T.C. GAZİANTEP BAM 11. HUKUK DAİRESİ Esas-Karar No: 2022/1262 – 2023/1389
T.C.
GAZİANTEP
BÖLGE ADLİYE MAHKEMESİ
11. HUKUK DAİRESİ
DOSYA NO : 2022/1262
KARAR NO : 2023/1389
T Ü R K M İ L L E T İ A D I N A
İ S T İ N A F K A R A R I
BAŞKAN :……..
ÜYE : ……….
ÜYE : ……….
KATİP : ………..
İNCELENEN KARARIN
MAHKEMESİ : GAZİANTEP 3. ASLİYE TİCARET MAHKEMESİ
TARİHİ : 31/03/2022
NUMARASI : 2021/441 Esas, 2022/360 Karar
DAVACI : ……….
VEKİLLERİ : Av………..
DAVALILAR : 1-……..
VEKİLİ : Av. ………
: 2-…………
VEKİLİ : Av. …….
DAVANIN KONUSU : İtirazın İptali (Ticari Satımdan Kaynaklanan)
İSTİNAF KARARININ
KARAR TARİHİ : 22/12/2023
YAZIM TARİHİ : 22/12/2023
Taraflar arasında görülen davada Gaziantep 3. Asliye Ticaret Mahkemesince verilen 31/03/2022 tarih ve 2021/441 Esas, 2022/360 Karar sayılı kararının istinaf incelemesi davacı vekili tarafından istenmiş olmakla, 6100 sayılı HMK’nın 353. Maddesi gereğince tetkikatın evrak üzerinde yapılmasına karar verildikten, istinaf dilekçesinin süresi içinde verildiği anlaşıldıktan, dava dosyası için düzenlenen rapor ile istinaf sebepleri dinlendikten ve yine dosya içerisindeki dilekçeler, duruşma tutanakları, tüm belgeler okunup, incelendikten sonra işin gereği görüşülüp, düşünüldü:
-K A R A R-
Davacı vekili dava dilekçesinde özetle; davacı müvekkili ile dava dışı Kaplan ……….. Tekstil şirketi ile müvekkili arasında ………… numaralı iş yerim garantide sigorta poliçesi düzenlendiğini, riziko adresi olan ……… voltaj dalgalanması sebebiyle davalı borçluların kusuru ve sorumluluğu ile poliçe teminatı kapsamında hasar meydana geldiğini dava dışı sigortalıya yapılan ………. TL ödemenin tahsili amacıyla davalılara karşı ………… sayılı dosyası ile girişilen takibin davalılar tarafından itiraz edildiğini belirterek takibe itirazın iptali ile asıl alacağın % 20’sinden az olmayan icra inkar tazminatının davalılardan tahsilini dava etmiştir.

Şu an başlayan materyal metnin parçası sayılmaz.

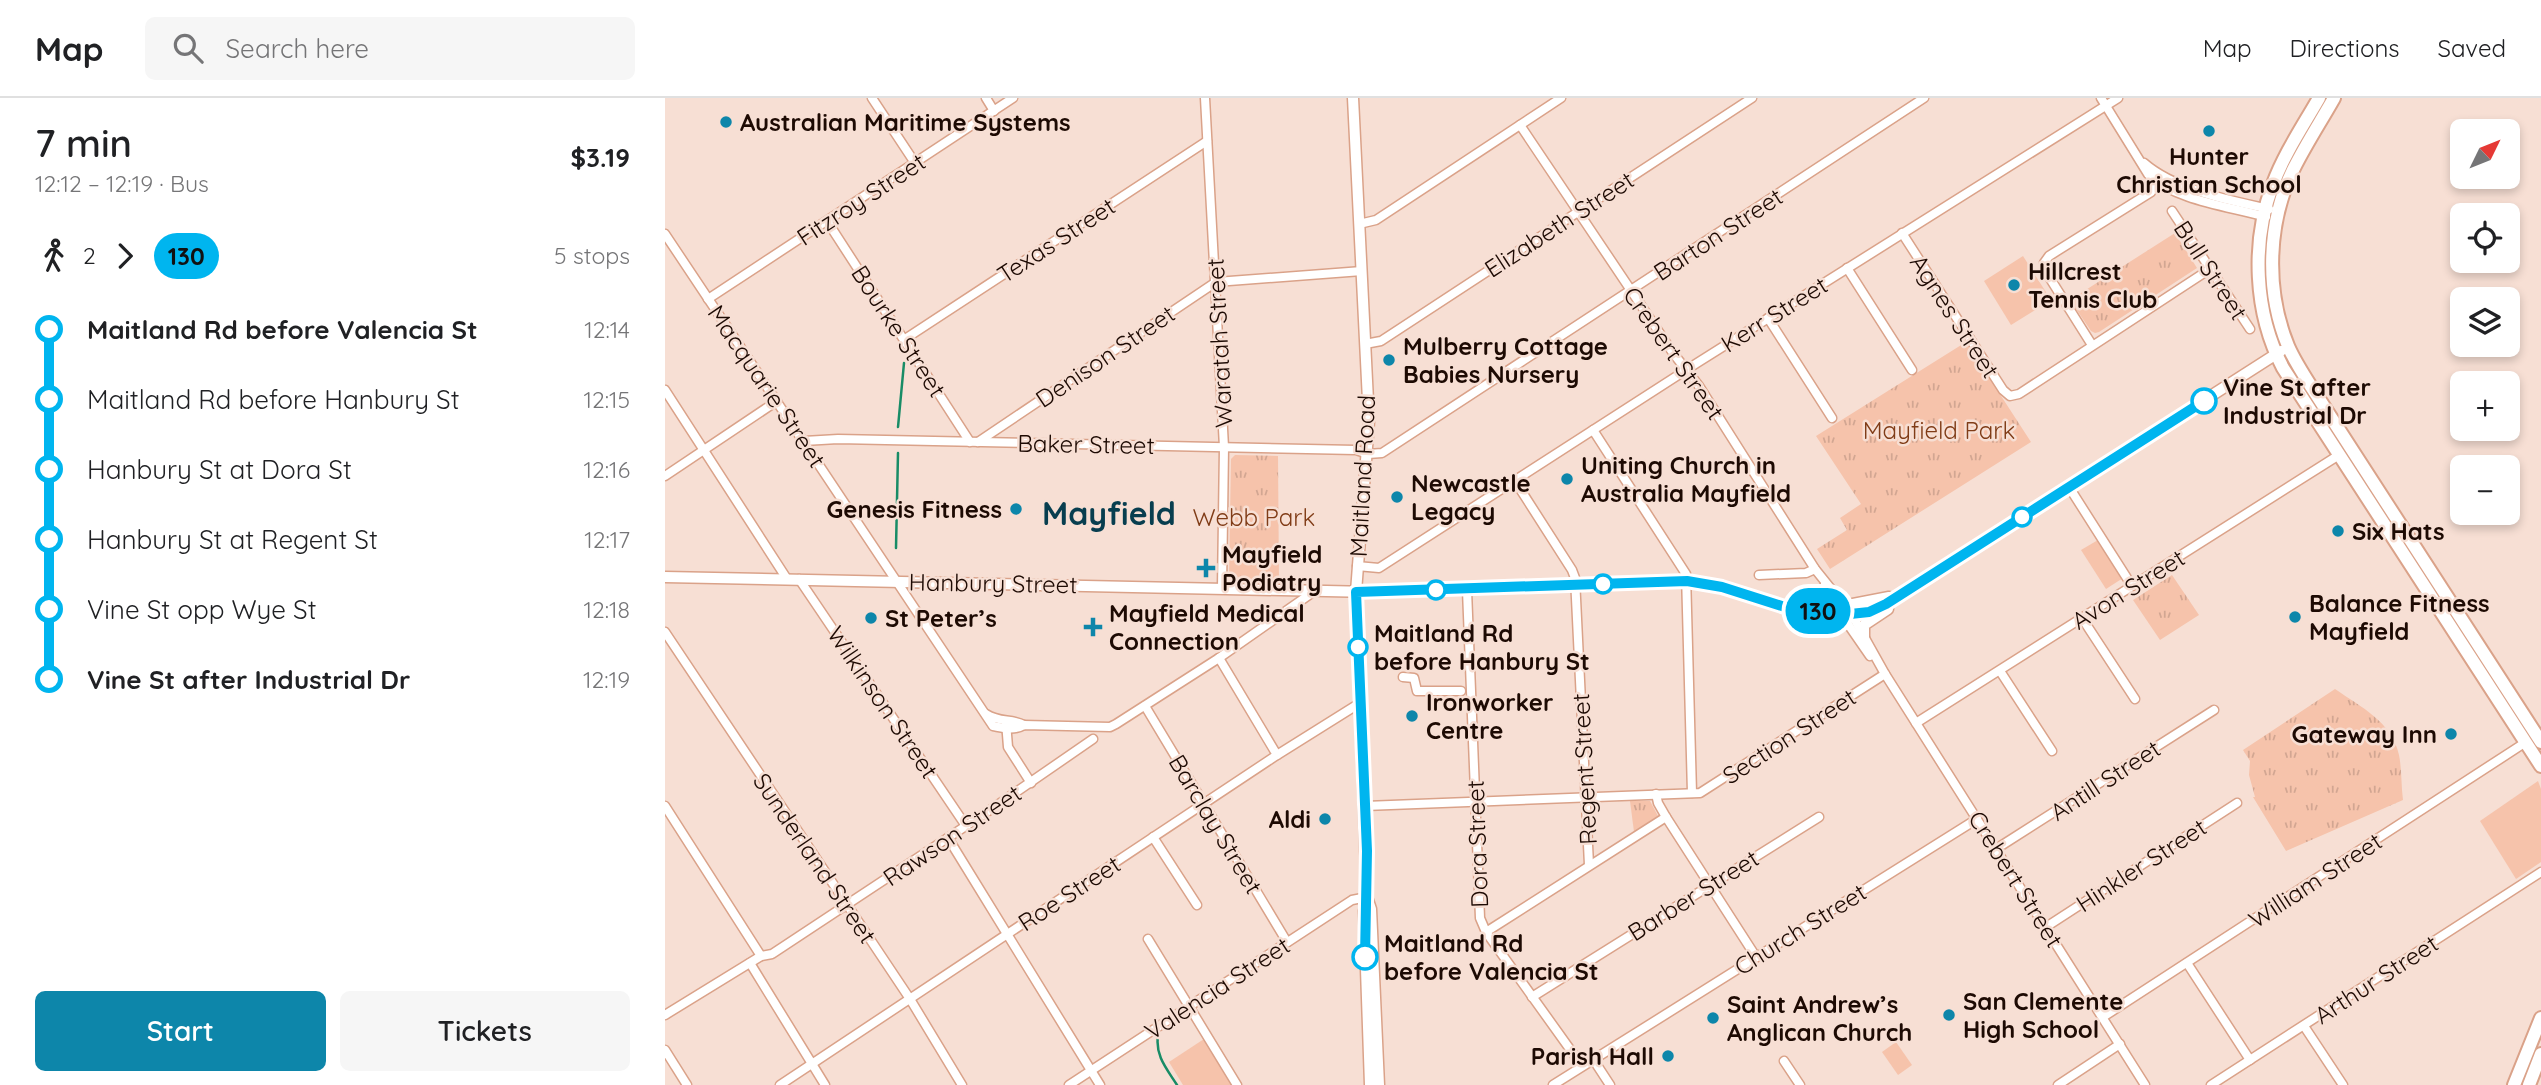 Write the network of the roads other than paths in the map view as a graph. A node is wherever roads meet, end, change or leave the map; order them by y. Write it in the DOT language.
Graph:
graph roads {
  1 [pos="872,98"];
  2 [pos="986,98"];
  3 [pos="1013,98"];
  4 [pos="1205,98"];
  5 [pos="1353,98"];
  6 [pos="1561,98"];
  7 [pos="1752,98"];
  8 [pos="1924,98"];
  9 [pos="2118,98"];
  10 [pos="2319,98"];
  11 [pos="2335,98"];
  12 [pos="2103,102"];
  13 [pos="994,110"];
  14 [pos="1520,125"];
  15 [pos="1207,141"];
  16 [pos="915,163"];
  17 [pos="2160,180"];
  18 [pos="1578,211"];
  19 [pos="2172,211"];
  20 [pos="2270,214"];
  21 [pos="827,221"];
  22 [pos="1359,224"];
  23 [pos="1902,233"];
  24 [pos="665,234"];
  25 [pos="1847,268"];
  26 [pos="2210,269"];
  27 [pos="1362,271"];
  28 [pos="1216,282"];
  29 [pos="1631,290"];
  30 [pos="708,299"];
  31 [pos="1768,318"];
  32 [pos="2250,329"];
  33 [pos="905,339"];
  34 [pos="1365,344"];
  35 [pos="2092,345"];
  36 [pos="2288,346"];
  37 [pos="2276,354"];
  38 [pos="1686,370"];
  39 [pos="1912,370"];
  40 [pos="665,390"];
  41 [pos="777,401"];
  42 [pos="1832,418"];
  43 [pos="1593,430"];
  44 [pos="804,441"];
  45 [pos="974,442"];
  46 [pos="1224,447"];
  47 [pos="704,449"];
  48 [pos="1369,454"];
  49 [pos="2339,455"];
  50 [pos="665,476"];
  51 [pos="1515,481"];
  52 [pos="2069,487"];
  53 [pos="1357,566"];
  54 [pos="1815,569"];
  55 [pos="1759,575"];
  56 [pos="665,577"];
  57 [pos="787,579"];
  58 [pos="799,579"];
  59 [pos="898,581"];
  60 [pos="1687,581"];
  61 [pos="1575,586"];
  62 [pos="2132,586"];
  63 [pos="1222,588"];
  64 [pos="1316,590"];
  65 [pos="1467,590"];
  66 [pos="1356,592"];
  67 [pos="1906,592"];
  68 [pos="1844,610"];
  69 [pos="2082,618"];
  70 [pos="665,632"];
  71 [pos="1864,637"];
  72 [pos="1219,658"];
  73 [pos="2000,671"];
  74 [pos="1885,674"];
  75 [pos="1403,677"];
  76 [pos="1461,691"];
  77 [pos="2134,699"];
  78 [pos="1360,703"];
  79 [pos="1145,706"];
  80 [pos="2214,710"];
  81 [pos="1916,723"];
  82 [pos="1006,725"];
  83 [pos="1093,739"];
  84 [pos="2526,742"];
  85 [pos="2541,742"];
  86 [pos="2052,751"];
  87 [pos="1277,755"];
  88 [pos="2541,766"];
  89 [pos="1031,783"];
  90 [pos="1692,793"];
  91 [pos="1656,794"];
  92 [pos="1584,797"];
  93 [pos="1476,800"];
  94 [pos="2237,803"];
  95 [pos="1204,804"];
  96 [pos="665,806"];
  97 [pos="1365,806"];
  98 [pos="1666,817"];
  99 [pos="1819,817"];
  100 [pos="1977,819"];
  101 [pos="966,826"];
  102 [pos="1153,837"];
  103 [pos="949,838"];
  104 [pos="1996,849"];
  105 [pos="1589,865"];
  106 [pos="2541,872"];
  107 [pos="1710,885"];
  108 [pos="1367,897"];
  109 [pos="846,905"];
  110 [pos="1197,905"];
  111 [pos="2046,927"];
  112 [pos="1486,932"];
  113 [pos="1007,933"];
  114 [pos="1149,939"];
  115 [pos="1287,942"];
  116 [pos="761,956"];
  117 [pos="1756,957"];
  118 [pos="750,963"];
  119 [pos="2187,963"];
  120 [pos="1532,997"];
  121 [pos="910,999"];
  122 [pos="1189,1005"];
  123 [pos="665,1015"];
  124 [pos="2103,1017"];
  125 [pos="2541,1018"];
  126 [pos="2304,1026"];
  127 [pos="2120,1044"];
  128 [pos="665,1050"];
  129 [pos="2541,1054"];
  130 [pos="1593,1059"];
  131 [pos="2250,1060"];
  132 [pos="1784,1061"];
  133 [pos="812,1064"];
  134 [pos="1582,1066"];
  135 [pos="1091,1070"];
  136 [pos="687,1085"];
  137 [pos="780,1085"];
  138 [pos="825,1085"];
  139 [pos="963,1085"];
  140 [pos="1069,1085"];
  141 [pos="1100,1085"];
  142 [pos="1237,1085"];
  143 [pos="1370,1085"];
  144 [pos="1379,1085"];
  145 [pos="1553,1085"];
  146 [pos="1610,1085"];
  147 [pos="1800,1085"];
  148 [pos="2058,1085"];
  149 [pos="2145,1085"];
  150 [pos="2211,1085"];
  151 [pos="2343,1085"];
  152 [pos="2514,1085"];
  153 [pos="2529,1085"];
  1 -- 16 [label="street"];
  2 -- 13 [label="street"];
  3 -- 13 [label="street, Fitzroy Street"];
  4 -- 15 [label="street, Waratah Street"];
  5 -- 22 [label="main road, Maitland Road"];
  6 -- 14 [label="street"];
  7 -- 18 [label="street, Elizabeth Street"];
  8 -- 29 [label="street, Barton Street"];
  9 -- 12 [label="street, Kerr Street"];
  10 -- 20 [label="highway"];
  11 -- 20 [label="highway"];
  12 -- 17 [label="street, Bull Street"];
  12 -- 23 [label="street, Kerr Street"];
  13 -- 16 [label="street, Fitzroy Street"];
  14 -- 18 [label="street, Crebert Street"];
  14 -- 22 [label="street"];
  15 -- 28 [label="street, Waratah Street"];
  15 -- 33 [label="street, Texas Street"];
  16 -- 21 [label="street, Fitzroy Street"];
  17 -- 20 [label="street, Bull Street"];
  17 -- 35 [label="street"];
  18 -- 29 [label="street, Crebert Street"];
  18 -- 34 [label="street, Elizabeth Street"];
  19 -- 26 [label="street, Bull Street"];
  20 -- 36 [label="highway"];
  20 -- 37 [label="highway"];
  21 -- 30 [label="street, Fitzroy Street"];
  21 -- 33 [label="street, Bourke Street"];
  22 -- 27 [label="main road, Maitland Road"];
  23 -- 25 [label="street, Kerr Street"];
  23 -- 35 [label="street, Agnes Street"];
  24 -- 30 [label="street, Macquarie Street"];
  25 -- 31 [label="street, Kerr Street"];
  25 -- 39 [label="street"];
  26 -- 32 [label="street, Bull Street"];
  26 -- 35 [label="street"];
  27 -- 28 [label="street, Denison Street"];
  27 -- 34 [label="main road, Maitland Road"];
  28 -- 45 [label="street, Denison Street"];
  28 -- 46 [label="street, Waratah Street"];
  29 -- 38 [label="street, Crebert Street"];
  29 -- 48 [label="street, Barton Street"];
  30 -- 41 [label="street, Macquarie Street"];
  31 -- 38 [label="street, Kerr Street"];
  31 -- 42 [label="street"];
  33 -- 45 [label="street, Bourke Street"];
  34 -- 48 [label="main road, Maitland Road"];
  36 -- 37 [label="main road"];
  36 -- 85 [label="highway"];
  37 -- 49 [label="highway"];
  37 -- 52 [label="main road"];
  38 -- 43 [label="street, Kerr Street"];
  38 -- 54 [label="street, Crebert Street"];
  40 -- 47 [label="street"];
  41 -- 44 [label="street, Macquarie Street"];
  41 -- 47 [label="street"];
  43 -- 51 [label="street, Kerr Street"];
  43 -- 60 [label="street"];
  44 -- 45 [label="street, Baker Street"];
  44 -- 59 [label="street, Macquarie Street"];
  45 -- 46 [label="street, Baker Street"];
  46 -- 48 [label="street, Baker Street"];
  46 -- 63 [label="street, Waratah Street"];
  47 -- 50 [label="street"];
  47 -- 57 [label="street"];
  48 -- 53 [label="main road, Maitland Road"];
  49 -- 62 [label="street, Avon Street"];
  49 -- 84 [label="highway"];
  51 -- 53 [label="street, Kerr Street"];
  51 -- 61 [label="street, Regent Street"];
  52 -- 62 [label="street"];
  52 -- 67 [label="main road"];
  53 -- 66 [label="main road, Maitland Road"];
  54 -- 55 [label="street"];
  54 -- 68 [label="street, Crebert Street"];
  56 -- 57 [label="main road, Hanbury Street"];
  57 -- 58 [label="main road, Hanbury Street"];
  58 -- 59 [label="main road, Hanbury Street"];
  58 -- 101 [label="street, Wilkinson Street"];
  59 -- 63 [label="main road, Hanbury Street"];
  59 -- 82 [label="street, Macquarie Street"];
  60 -- 61 [label="main road, Hanbury Street"];
  60 -- 68 [label="main road, Hanbury Street"];
  60 -- 90 [label="street"];
  61 -- 65 [label="main road, Hanbury Street"];
  61 -- 92 [label="street, Regent Street"];
  62 -- 69 [label="street, Avon Street"];
  63 -- 64 [label="main road, Hanbury Street"];
  64 -- 66 [label="main road, Hanbury Street"];
  64 -- 72 [label="street"];
  65 -- 66 [label="main road, Hanbury Street"];
  65 -- 93 [label="street, Dora Street"];
  66 -- 78 [label="main road, Maitland Road"];
  67 -- 68 [label="main road, Hanbury Street"];
  67 -- 71 [label="main road"];
  68 -- 71 [label="street, Crebert Street"];
  68 -- 74 [label="street, Crebert Street"];
  69 -- 73 [label="street, Avon Street"];
  69 -- 77 [label="street"];
  70 -- 109 [label="street, Sunderland Street"];
  71 -- 74 [label="street, Crebert Street"];
  72 -- 79 [label="street"];
  72 -- 87 [label="street"];
  73 -- 81 [label="street, Avon Street"];
  73 -- 86 [label="street"];
  74 -- 81 [label="street, Crebert Street"];
  74 -- 90 [label="street, Section Street"];
  75 -- 76 [label="street"];
  78 -- 87 [label="street, Roe Street"];
  78 -- 97 [label="main road, Maitland Road"];
  79 -- 82 [label="street"];
  79 -- 95 [label="street, Barclay Street"];
  80 -- 104 [label="street, Antill Street"];
  81 -- 100 [label="street, Crebert Street"];
  82 -- 89 [label="street"];
  83 -- 89 [label="street, Rawson Street"];
  84 -- 88 [label="highway"];
  84 -- 119 [label="street, William Street"];
  87 -- 95 [label="street, Roe Street"];
  89 -- 101 [label="street, Rawson Street"];
  90 -- 91 [label="street"];
  91 -- 92 [label="street"];
  91 -- 98 [label="street"];
  92 -- 93 [label="street"];
  92 -- 105 [label="street, Regent Street"];
  93 -- 97 [label="street"];
  93 -- 112 [label="street, Dora Street"];
  94 -- 111 [label="street, Hinkler Street"];
  95 -- 102 [label="street, Roe Street"];
  95 -- 115 [label="street, Barclay Street"];
  96 -- 116 [label="street"];
  97 -- 108 [label="main road, Maitland Road"];
  98 -- 105 [label="street"];
  98 -- 107 [label="street"];
  99 -- 107 [label="street, Barber Street"];
  100 -- 104 [label="street, Crebert Street"];
  100 -- 117 [label="street, Church Street"];
  101 -- 103 [label="street, Rawson Street"];
  102 -- 110 [label="street"];
  102 -- 113 [label="street, Roe Street"];
  103 -- 109 [label="street, Rawson Street"];
  103 -- 113 [label="street"];
  104 -- 111 [label="street, Crebert Street"];
  105 -- 112 [label="street"];
  106 -- 126 [label="street, Arthur Street"];
  107 -- 117 [label="street"];
  107 -- 120 [label="street, Barber Street"];
  108 -- 115 [label="street, Valencia Street"];
  108 -- 143 [label="main road, Maitland Road"];
  108 -- 144 [label="main road, Maitland Road"];
  109 -- 116 [label="street, Rawson Street"];
  109 -- 121 [label="street, Sunderland Street"];
  111 -- 124 [label="street, Crebert Street"];
  112 -- 120 [label="street, Dora Street"];
  113 -- 121 [label="street, Roe Street"];
  113 -- 135 [label="street"];
  114 -- 122 [label="street"];
  115 -- 122 [label="street, Valencia Street"];
  116 -- 118 [label="street, Rawson Street"];
  117 -- 130 [label="street, Church Street"];
  118 -- 123 [label="street, Rawson Street"];
  118 -- 133 [label="street"];
  119 -- 124 [label="street, William Street"];
  119 -- 131 [label="street"];
  120 -- 134 [label="street, Dora Street"];
  121 -- 133 [label="street, Roe Street"];
  121 -- 139 [label="street, Sunderland Street"];
  122 -- 135 [label="street, Valencia Street"];
  122 -- 142 [label="street"];
  124 -- 127 [label="street, Crebert Street"];
  125 -- 152 [label="highway"];
  126 -- 131 [label="street, Arthur Street"];
  126 -- 151 [label="street"];
  127 -- 148 [label="street"];
  127 -- 149 [label="street, Crebert Street"];
  128 -- 136 [label="street"];
  129 -- 153 [label="highway"];
  130 -- 134 [label="street, Church Street"];
  130 -- 146 [label="street"];
  131 -- 150 [label="street, Arthur Street"];
  132 -- 147 [label="street"];
  133 -- 137 [label="street, Roe Street"];
  133 -- 138 [label="street"];
  134 -- 145 [label="street, Church Street"];
  135 -- 140 [label="street, Valencia Street"];
  135 -- 141 [label="street"];
}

Davalı……… vekili ………. tarihli cevap dilekçesinde özetle; iddia edilen zararlar müvekkili kurum arasında illiyet bağı bulunmadığını belirterek davanın reddini savunmuştur.

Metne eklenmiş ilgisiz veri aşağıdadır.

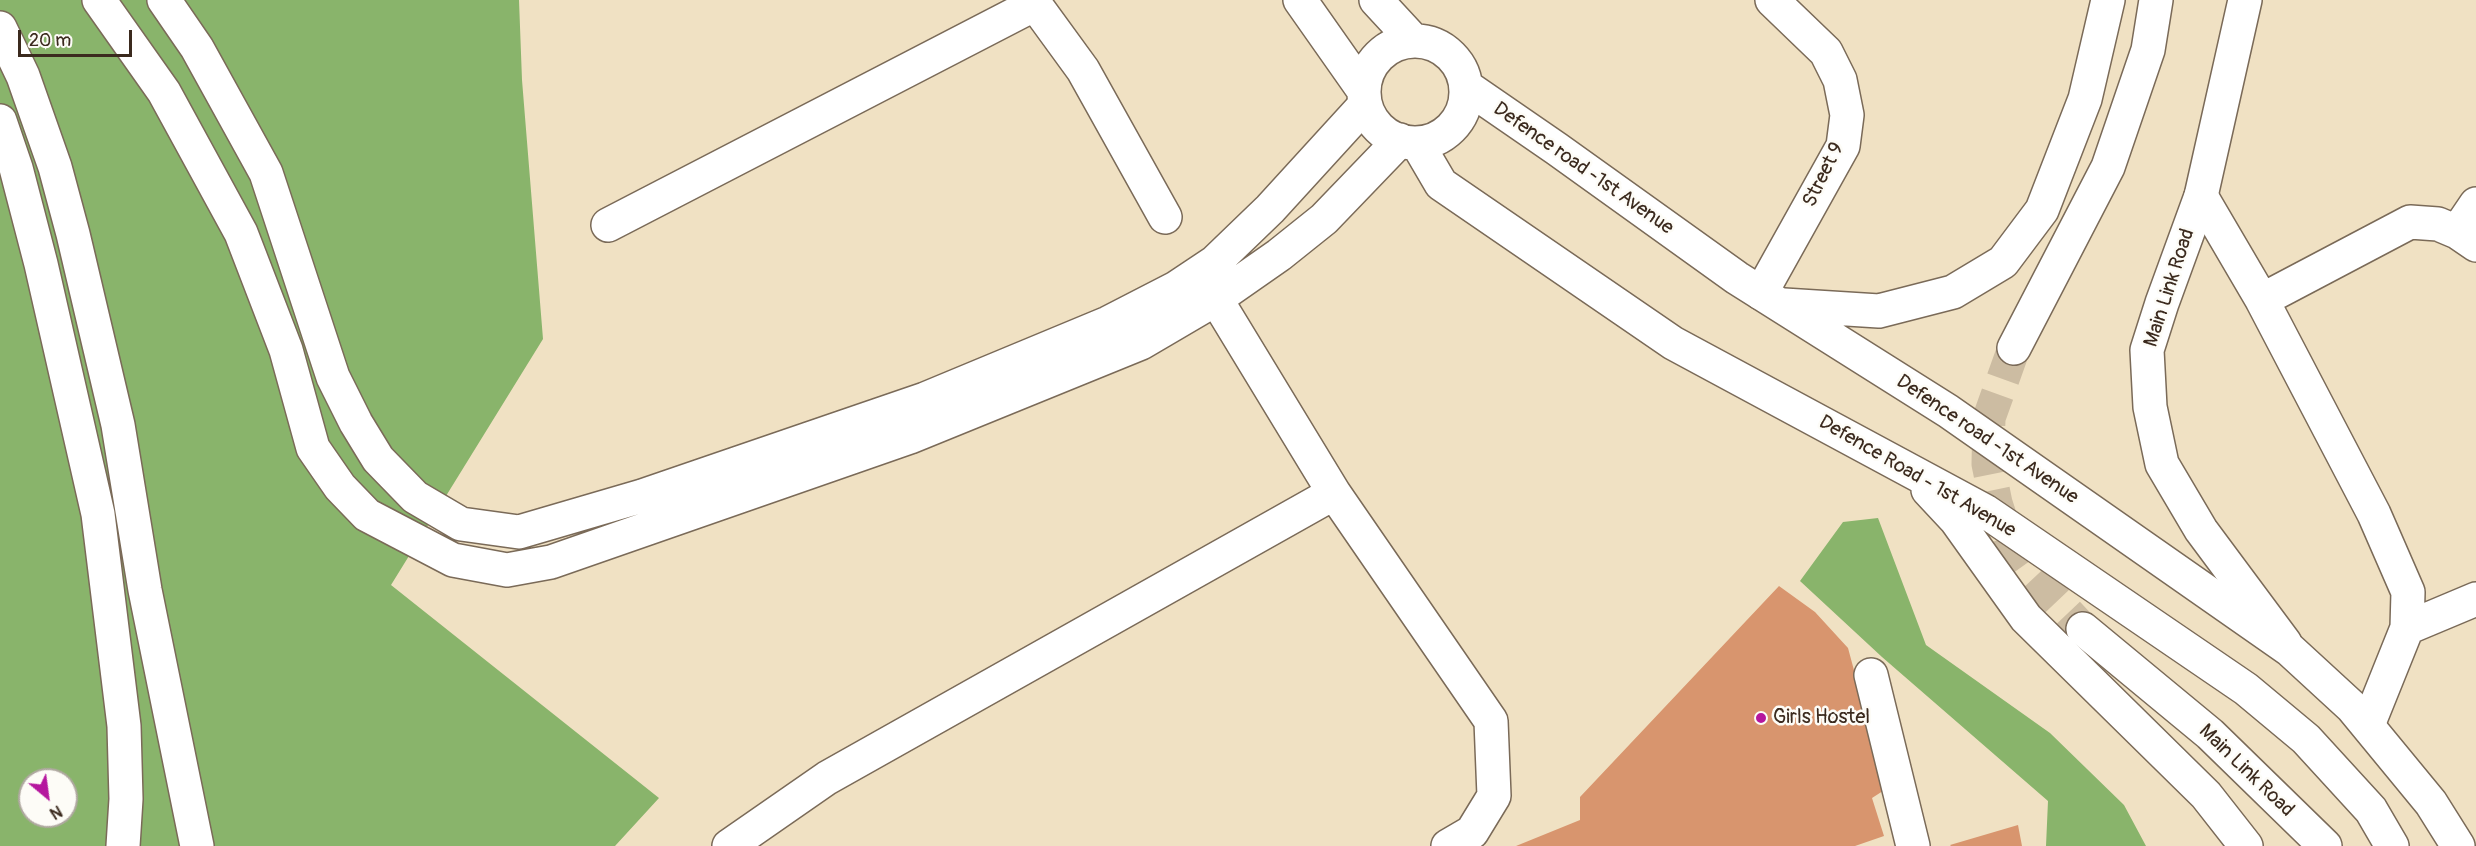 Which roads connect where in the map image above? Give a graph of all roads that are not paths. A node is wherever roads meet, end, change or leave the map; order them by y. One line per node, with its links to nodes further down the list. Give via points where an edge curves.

Davalı …….. vekili ……… tarihli cevap dilekçesinde özetle; davacı talebinin zamanaşımına uğradığını voltaj dalgalanması sebebiyle oluşacak tüm zararlara karşı sigortalı iş yerinde gerekli iç tesisat önlemlerinin iş yeri yetkililerince alınması gerektiğini belirterek davanın reddini savunmuştur.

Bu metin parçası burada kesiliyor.